No one wants to get sick! That’s why we like to keep immune-boosting foods in our everyday diet. The more nutrients and vitamins we have inside, the less chance a virus has to attack us from the outside. So, which foods do we lean on to improve our overall immune function? Let’s discuss!
Nuts & Seeds
Almonds, walnuts, and sunflower seeds are convenient on-the-go snacks that contain tons of vitamins and minerals, including B6, magnesium, phosphorus, and selenium. These nutrients help regulate and manage the immune system.
Poultry
Mom didn’t tell you to eat chicken soup for nothing when you’re sick. It helps boost immune system functions! Poultry, such as chicken and turkey, have high amounts of vitamin B6, which reduces inflammation and helps form new and healthy red blood cells.
Oysters
There are two types of people in this world: those who love raw oysters and those who don’t.
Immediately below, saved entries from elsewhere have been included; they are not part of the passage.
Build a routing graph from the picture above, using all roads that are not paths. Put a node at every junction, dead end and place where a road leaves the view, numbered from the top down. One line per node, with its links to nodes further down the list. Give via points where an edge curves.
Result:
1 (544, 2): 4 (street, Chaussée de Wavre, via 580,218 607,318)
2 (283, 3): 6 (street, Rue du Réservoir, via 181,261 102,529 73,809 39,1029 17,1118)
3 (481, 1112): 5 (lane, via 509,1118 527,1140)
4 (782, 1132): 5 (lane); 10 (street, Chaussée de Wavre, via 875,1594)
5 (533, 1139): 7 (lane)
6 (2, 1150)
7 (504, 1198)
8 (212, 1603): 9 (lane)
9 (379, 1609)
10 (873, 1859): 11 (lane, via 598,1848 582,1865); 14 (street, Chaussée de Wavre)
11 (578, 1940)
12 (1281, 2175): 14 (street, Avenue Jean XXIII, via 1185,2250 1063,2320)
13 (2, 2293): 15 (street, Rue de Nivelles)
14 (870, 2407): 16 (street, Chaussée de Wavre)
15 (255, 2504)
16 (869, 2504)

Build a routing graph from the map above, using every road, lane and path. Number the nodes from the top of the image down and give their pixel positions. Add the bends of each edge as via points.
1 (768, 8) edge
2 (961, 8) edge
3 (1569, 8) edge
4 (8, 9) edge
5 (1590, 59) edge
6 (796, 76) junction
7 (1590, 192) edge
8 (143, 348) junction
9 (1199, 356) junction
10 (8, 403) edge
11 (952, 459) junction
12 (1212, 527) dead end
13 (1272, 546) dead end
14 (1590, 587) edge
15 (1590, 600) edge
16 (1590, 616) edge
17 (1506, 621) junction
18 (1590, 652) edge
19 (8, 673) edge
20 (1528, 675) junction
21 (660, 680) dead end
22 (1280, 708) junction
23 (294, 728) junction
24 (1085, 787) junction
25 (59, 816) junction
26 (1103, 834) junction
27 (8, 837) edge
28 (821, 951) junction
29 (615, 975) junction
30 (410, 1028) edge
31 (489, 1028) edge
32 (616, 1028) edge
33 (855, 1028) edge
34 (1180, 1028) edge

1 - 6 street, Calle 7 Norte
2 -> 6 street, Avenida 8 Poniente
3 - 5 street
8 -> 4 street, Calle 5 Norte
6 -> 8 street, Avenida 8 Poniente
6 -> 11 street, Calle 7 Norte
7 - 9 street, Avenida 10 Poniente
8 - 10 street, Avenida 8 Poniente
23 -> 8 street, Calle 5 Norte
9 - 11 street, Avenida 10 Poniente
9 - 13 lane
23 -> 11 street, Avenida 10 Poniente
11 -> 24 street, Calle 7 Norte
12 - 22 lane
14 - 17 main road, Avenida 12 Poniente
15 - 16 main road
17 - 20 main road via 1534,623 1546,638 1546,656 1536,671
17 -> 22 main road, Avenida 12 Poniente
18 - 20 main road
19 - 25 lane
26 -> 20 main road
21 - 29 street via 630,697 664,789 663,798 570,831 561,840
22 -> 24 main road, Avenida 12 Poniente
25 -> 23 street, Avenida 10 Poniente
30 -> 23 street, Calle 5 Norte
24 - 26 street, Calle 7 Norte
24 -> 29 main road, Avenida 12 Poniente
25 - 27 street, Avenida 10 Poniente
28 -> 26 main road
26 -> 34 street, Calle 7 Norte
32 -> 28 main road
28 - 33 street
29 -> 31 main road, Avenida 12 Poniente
If you are the former, you could reap some immune system benefits from your favorite delicacy. One oyster delivers a whopping 5 mg of zinc, which fights viruses by activating white blood cells.
Ginger
Ginger can be a spicy addition to any meal. It can also ease your stomach. Moreover, it delivers tons of antioxidants to your body. Simply add fresh ginger to a meal or hot water to maximize its benefits.
Bell Peppers
Vitamin C is your best friend when you’re sick, protecting your body from outside invaders. But beyond citrus fruits, bell peppers are also high in vitamin C.
Eggs
Everyone talks about vitamin C’s role in boosting the immune system, but what about vitamin D? It’s not just for keeping bones strong; it also plays an essential role in immune system functioning. A good way to work around that D deficiency is to consume foods high in the vitamin, like eggs.